Municipal Transit Solutions is at the early stages of approaching Brampton and Mississauga to ask for the support to trial its technology. The company says it will finance the project itself on condition an agreement can be put in place to buy the route if its successful. Ostrowski imagines a short timeline and minimal capital costs to convert the Orangeville Brampton Railway into a pioneering demonstration of their new technology.
“We’re prepared to do the following — as long as we can get a price,” he explained. “All we need to do is buy that thing, lay the rails at 96 inch wide spacing and we could operate electric buses on it inside of a year.”
Are English and Ostrowski’s plans ambitious? Certainly.
Will they work? There are no guarantees.
But compared to the six-to-ten billion provincial dollars being poured into the GTA West Highway, they offer an interesting alternative. Running passenger services, even just in the form of a BRT route, along the Orangeville Brampton Railway, could have a massive impact on how Peel develops and Brampton’s chances of reaching anything resembling its 2040 vision.

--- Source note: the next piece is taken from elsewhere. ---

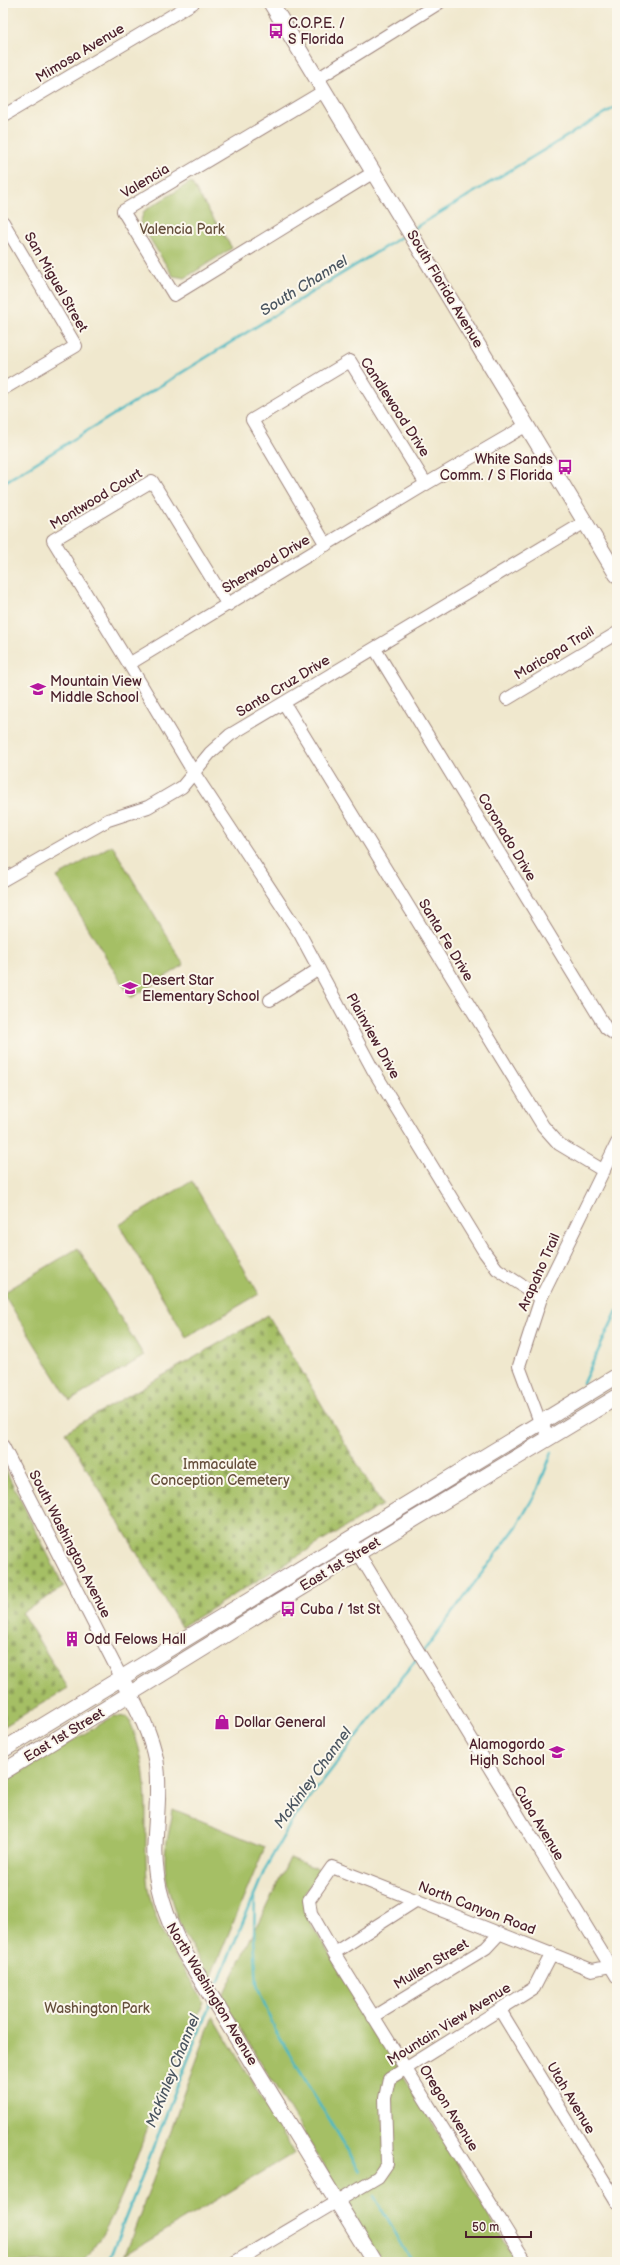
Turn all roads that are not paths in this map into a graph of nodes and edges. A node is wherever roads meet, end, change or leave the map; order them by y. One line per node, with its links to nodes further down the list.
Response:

As Mississauga and Brampton demonstrated through their growth, highways spawn subdivisions. High speed routes connecting to retail or other urban centres are the perfect justification for developers to build planned communities of identical housing.
“I wouldn’t even say the development community is [supporting the GTA West Highway],” Green MPP Mike Schreiner, a leading opponent of the route, told The Pointer. He pointed to a series of developers, examples like RioCan or Oxford Properties, who are focused on bringing walkable density to suburban cities and some in his riding of Guelph he says are building zero emissions communities. “The people who bought land, who speculated on land in the region, know the minute the highway starts getting built, the value of the land they purchased is going to go way up. This is more about land speculators cashing in — and some of those land speculators are developers as well. It’s more about that than it is being pro or anti-development.”

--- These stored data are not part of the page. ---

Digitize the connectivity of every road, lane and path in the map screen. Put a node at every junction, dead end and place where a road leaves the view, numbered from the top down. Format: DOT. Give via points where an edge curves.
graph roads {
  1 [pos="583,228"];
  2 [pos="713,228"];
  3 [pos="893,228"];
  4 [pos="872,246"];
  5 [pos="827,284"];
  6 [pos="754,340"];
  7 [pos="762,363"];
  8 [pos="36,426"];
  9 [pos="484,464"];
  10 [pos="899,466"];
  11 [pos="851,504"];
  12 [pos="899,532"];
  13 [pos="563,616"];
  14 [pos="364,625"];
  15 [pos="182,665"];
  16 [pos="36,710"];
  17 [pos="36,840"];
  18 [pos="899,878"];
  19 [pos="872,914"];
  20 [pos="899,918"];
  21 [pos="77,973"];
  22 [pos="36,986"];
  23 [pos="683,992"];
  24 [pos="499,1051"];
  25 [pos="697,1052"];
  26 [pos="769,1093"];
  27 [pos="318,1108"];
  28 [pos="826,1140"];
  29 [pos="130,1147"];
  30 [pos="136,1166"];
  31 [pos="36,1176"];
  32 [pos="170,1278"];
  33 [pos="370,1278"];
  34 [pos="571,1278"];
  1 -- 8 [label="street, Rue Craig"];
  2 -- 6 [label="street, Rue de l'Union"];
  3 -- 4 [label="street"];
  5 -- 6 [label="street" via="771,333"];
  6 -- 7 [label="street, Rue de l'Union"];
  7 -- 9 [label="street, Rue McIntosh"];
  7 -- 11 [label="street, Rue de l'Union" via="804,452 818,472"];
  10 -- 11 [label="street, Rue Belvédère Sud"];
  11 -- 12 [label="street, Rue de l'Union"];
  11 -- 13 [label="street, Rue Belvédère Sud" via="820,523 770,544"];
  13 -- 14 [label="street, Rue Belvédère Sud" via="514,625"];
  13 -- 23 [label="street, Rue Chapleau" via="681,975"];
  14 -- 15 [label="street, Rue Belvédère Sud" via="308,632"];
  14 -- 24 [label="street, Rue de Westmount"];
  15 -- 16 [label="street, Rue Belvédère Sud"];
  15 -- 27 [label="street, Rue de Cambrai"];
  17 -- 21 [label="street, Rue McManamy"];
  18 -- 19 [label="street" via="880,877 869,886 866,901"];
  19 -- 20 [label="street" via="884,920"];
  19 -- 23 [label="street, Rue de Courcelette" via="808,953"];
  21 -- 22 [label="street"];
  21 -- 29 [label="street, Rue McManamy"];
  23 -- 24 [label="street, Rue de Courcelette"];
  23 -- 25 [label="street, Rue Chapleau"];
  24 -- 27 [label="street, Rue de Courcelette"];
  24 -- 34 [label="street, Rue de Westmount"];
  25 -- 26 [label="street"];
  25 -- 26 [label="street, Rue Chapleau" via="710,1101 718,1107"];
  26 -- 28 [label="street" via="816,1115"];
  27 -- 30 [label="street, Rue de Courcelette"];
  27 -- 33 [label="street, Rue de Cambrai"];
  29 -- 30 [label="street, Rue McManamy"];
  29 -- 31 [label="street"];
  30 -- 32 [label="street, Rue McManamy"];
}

It’s two types of developer he distinguishes between: Those building the cities of tomorrow, and the ones betting on the GTA West, who want to slap up the same subdivisions of the past.
Instead of pandering to subdivision developers, Brampton and Caledon in particular can look to attract more investment from progressive planners. The addition of public transit projects like a converted Orangeville Brampton Railway could be the perfect bait to tempt forward thinking developers to fill the void a cancelled highway could leave.
“I would say we’d be much better off building transit in the region than facilitating more highway development,” Schreiner added. “Let’s build a GO station and run a GO line to Bolton, actually deliver on all-day, two-way-GO through Brampton on the Kitchener-Waterloo corridor. Let’s have enhanced electrified GO bus service in the region, so we don’t have car dependent development.”
Public infrastructure is the key: highways will bring sprawl, railways will not.
“I think that will affect the way development on the whitebelt happens,” he said. “If you’re designing communities that are transit oriented, connected communities, you’re going to see more compact developments, more mixed use developments, which then creates more livable communities.”